Endoscopy 2013; 45(02): 152
DOI: 10.1055/s-0032-1325964
Letters to the editor
© Georg Thieme Verlag KG Stuttgart · New York

Barrett’s esophagus as a marker for increased risk for esophageal cancer and cardiorespiratory disease

S. F. Schoppmann
,
R. Asari
,
M. Riegler
Further Information

Publication History

Publication Date:
30 January 2013 (online)

We read with interest the article by Caygill et al. [1], titled “Mortality in Barrett’s esophagus: three decades of experience at a single center,” published in a recent issue of Endoscopy. Barrett’s esophagus results from gastroesophageal reflux and is predisposed to progress to esophageal adenocarcinoma via a sequence involving low grade and high grade dysplasia [2]. Caygill et al. [1] compared mortality, from 1978 to 2009, among persons with Barrett’s esophagus against that of the general population. Most importantly, the authors found that esophageal adenocarcinoma-related mortality of those with Barrett’s esophagus was 25-fold greater (annual cancer risk 0.43 %), compared with that of the general population and showed a male predominance. Furthermore, the majority of those with Barrett’s esophagus died from noncancer causes (cardiorespiratory). There was no difference regarding deaths due to nonesophageal cancers (colorectal etc.). The question remains of whether the data from the study contribute to more adequately characterize those who would profit from removal of Barrett’s esophagus before the development of dysplasia and cancer.

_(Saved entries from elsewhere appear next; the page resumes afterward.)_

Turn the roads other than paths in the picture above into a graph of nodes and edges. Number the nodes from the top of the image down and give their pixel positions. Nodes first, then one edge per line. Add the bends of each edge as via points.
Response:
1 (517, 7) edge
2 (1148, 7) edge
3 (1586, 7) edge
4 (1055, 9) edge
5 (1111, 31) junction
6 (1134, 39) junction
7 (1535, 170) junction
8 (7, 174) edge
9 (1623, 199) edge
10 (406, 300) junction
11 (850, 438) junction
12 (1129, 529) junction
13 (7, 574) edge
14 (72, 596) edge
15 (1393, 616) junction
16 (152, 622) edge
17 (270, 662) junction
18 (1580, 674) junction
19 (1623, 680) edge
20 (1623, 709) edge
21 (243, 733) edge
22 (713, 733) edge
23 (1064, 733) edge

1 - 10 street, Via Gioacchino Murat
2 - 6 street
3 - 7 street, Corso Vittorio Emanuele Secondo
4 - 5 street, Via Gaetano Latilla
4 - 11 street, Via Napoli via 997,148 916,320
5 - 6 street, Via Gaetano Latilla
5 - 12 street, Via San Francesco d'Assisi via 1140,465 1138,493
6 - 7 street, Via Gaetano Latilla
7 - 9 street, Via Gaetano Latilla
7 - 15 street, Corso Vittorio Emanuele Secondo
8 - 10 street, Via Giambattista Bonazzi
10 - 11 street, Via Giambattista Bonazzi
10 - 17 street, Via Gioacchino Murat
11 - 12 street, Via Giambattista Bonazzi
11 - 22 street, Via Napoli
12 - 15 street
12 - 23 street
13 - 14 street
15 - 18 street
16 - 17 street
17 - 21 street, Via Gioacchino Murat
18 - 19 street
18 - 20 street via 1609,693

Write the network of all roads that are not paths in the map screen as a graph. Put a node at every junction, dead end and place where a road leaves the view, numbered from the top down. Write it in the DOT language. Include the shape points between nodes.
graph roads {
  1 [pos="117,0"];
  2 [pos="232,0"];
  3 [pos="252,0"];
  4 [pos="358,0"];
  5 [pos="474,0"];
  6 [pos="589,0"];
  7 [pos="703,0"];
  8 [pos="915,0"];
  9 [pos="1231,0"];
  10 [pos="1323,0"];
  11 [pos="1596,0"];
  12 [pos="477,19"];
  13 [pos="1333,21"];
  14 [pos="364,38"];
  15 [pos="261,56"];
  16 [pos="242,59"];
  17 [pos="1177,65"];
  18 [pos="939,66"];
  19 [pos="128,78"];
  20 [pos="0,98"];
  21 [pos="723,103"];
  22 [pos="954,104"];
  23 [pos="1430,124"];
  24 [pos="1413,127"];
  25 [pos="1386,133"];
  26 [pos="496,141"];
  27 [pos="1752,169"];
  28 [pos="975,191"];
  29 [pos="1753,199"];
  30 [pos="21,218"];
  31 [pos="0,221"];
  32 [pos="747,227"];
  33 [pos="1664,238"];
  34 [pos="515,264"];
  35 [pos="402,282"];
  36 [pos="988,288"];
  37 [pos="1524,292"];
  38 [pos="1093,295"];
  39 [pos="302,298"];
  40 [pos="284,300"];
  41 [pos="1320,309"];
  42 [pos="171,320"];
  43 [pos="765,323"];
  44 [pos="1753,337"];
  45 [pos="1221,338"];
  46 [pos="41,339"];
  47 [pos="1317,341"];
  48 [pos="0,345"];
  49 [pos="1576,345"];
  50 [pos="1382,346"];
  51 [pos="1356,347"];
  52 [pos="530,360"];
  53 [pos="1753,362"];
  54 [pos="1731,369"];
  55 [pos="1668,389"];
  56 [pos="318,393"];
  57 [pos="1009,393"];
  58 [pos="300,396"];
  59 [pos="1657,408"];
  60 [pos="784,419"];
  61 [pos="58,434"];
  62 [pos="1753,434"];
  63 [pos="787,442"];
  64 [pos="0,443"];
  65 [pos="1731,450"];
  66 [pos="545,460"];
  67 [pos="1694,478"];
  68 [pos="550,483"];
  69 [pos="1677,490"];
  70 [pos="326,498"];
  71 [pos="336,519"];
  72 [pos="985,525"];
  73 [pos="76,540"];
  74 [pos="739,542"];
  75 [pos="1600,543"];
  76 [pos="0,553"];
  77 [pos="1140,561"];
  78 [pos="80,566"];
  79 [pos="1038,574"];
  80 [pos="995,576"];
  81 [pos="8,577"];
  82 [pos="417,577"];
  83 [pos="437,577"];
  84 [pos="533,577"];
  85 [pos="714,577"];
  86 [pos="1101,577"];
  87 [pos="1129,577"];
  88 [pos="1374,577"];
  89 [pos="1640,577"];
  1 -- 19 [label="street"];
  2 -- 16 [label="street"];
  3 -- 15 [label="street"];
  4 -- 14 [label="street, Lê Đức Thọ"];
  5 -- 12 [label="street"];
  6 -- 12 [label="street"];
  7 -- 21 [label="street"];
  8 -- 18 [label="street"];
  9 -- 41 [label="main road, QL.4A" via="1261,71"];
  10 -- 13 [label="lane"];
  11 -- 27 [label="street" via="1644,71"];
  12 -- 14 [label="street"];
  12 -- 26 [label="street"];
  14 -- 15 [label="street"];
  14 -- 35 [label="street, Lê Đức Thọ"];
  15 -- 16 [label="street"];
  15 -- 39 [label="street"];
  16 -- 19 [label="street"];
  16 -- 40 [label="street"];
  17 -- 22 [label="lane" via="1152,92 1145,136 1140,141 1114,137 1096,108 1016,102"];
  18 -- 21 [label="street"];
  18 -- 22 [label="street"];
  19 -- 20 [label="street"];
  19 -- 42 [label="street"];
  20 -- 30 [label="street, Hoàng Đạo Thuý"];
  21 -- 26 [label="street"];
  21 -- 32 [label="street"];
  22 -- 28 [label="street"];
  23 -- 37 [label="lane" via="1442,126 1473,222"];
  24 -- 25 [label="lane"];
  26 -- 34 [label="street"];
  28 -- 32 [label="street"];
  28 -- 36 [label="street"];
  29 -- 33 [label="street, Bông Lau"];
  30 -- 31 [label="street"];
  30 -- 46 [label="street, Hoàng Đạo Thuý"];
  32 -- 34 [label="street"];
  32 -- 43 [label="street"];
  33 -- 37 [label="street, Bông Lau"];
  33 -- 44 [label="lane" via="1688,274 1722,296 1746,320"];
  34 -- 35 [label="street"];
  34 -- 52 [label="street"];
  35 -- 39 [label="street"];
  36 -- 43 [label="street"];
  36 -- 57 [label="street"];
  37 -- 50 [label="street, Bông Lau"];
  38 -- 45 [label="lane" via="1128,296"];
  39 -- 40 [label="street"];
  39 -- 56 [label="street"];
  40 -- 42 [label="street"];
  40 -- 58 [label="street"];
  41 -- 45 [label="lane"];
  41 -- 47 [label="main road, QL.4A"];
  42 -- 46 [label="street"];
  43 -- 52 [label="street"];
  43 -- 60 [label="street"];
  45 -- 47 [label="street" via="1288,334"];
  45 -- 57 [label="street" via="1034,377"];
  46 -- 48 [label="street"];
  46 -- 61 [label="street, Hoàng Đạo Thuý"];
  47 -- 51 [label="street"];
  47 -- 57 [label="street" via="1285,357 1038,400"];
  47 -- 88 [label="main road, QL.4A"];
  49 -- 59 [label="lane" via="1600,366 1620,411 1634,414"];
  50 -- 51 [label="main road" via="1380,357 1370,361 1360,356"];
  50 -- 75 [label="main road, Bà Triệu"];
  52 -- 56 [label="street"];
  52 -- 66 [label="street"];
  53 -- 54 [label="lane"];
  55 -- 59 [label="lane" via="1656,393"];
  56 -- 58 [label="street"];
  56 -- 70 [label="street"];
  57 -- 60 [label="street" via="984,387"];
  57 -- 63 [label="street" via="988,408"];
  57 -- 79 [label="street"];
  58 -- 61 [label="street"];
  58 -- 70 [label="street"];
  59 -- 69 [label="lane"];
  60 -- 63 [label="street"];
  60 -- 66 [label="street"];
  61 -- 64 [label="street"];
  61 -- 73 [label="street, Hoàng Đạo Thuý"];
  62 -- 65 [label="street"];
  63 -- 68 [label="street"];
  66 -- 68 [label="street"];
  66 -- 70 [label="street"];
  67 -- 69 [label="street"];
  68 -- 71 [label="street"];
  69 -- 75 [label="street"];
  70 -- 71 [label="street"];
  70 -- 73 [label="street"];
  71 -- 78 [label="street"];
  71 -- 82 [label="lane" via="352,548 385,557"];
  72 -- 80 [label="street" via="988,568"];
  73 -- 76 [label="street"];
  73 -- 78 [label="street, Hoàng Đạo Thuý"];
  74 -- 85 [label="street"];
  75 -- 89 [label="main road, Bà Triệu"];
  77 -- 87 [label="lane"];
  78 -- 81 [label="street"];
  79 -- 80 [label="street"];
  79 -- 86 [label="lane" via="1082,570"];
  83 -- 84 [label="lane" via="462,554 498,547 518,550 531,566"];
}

Conceptually, those who died due to esophageal adenocarcinoma would have benefited from early removal of Barrett’s esophagus, before the development of malignancy [1]. Based on the study by Caygill et al. [1], males positive for Barrett’s esophagus, without co-morbidities (cardiorespiratory), would have fallen into this category. Radiofrequency ablation (RFA) represents a novel effective therapy for durable elimination of Barrett’s [3] [4] [5]. Recently Sikkema et al. [6] defined a subgroup of persons with nondysplastic Barrett’s esophagus (NDBE) who share an increased cancer risk, comparable to that of low grade dysplasia, which represents an accepted indication for RFA [5]. The studies by Caygill et al. [1] and Sikkema et al. [6] taken together justify the consideration of RFA within clinical studies in NDBE-positive individuals (males) without co-morbidities [1], and with a history of gastroesophageal reflux disease of > 10 years, presence of hiatal hernia, endoscopically visible columnar-lined esophagus (> 2.0 cm), esophagitis, and a positive family history for gastrointestinal cancer [6].

The finding that the majority of persons with Barrett’s did not die from esophageal adenocarcinoma justifies asking whether Barrett’s esophagus and cardiorespiratory diseases share a common pathophysiology [1] [2] [7]. Since both conditions are associated with abnormal eating behavior and with lifestyle it seems reasonable that both Barrett’s esophagus and cardiorespiratory diseases might be different manifestations of a metabolic imbalance [1] [2] [7]. Furthermore the risk for cardiorespiratory disease seems to be increased among those with Barrett’s. Thus, from a holistic point of view, Barrett’s esophagus may serve as a marker for increased risk of development of a cardiorespiratory disease [1] [7]. This needs to be elucidated, inasmuch as these correlations may help in developing disease prevention strategies aimed at decreasing mortality due to cardiorespiratory disorders and esophageal adenocarcinoma.

We would be grateful if Caygill et al. might address the abovementioned considerations.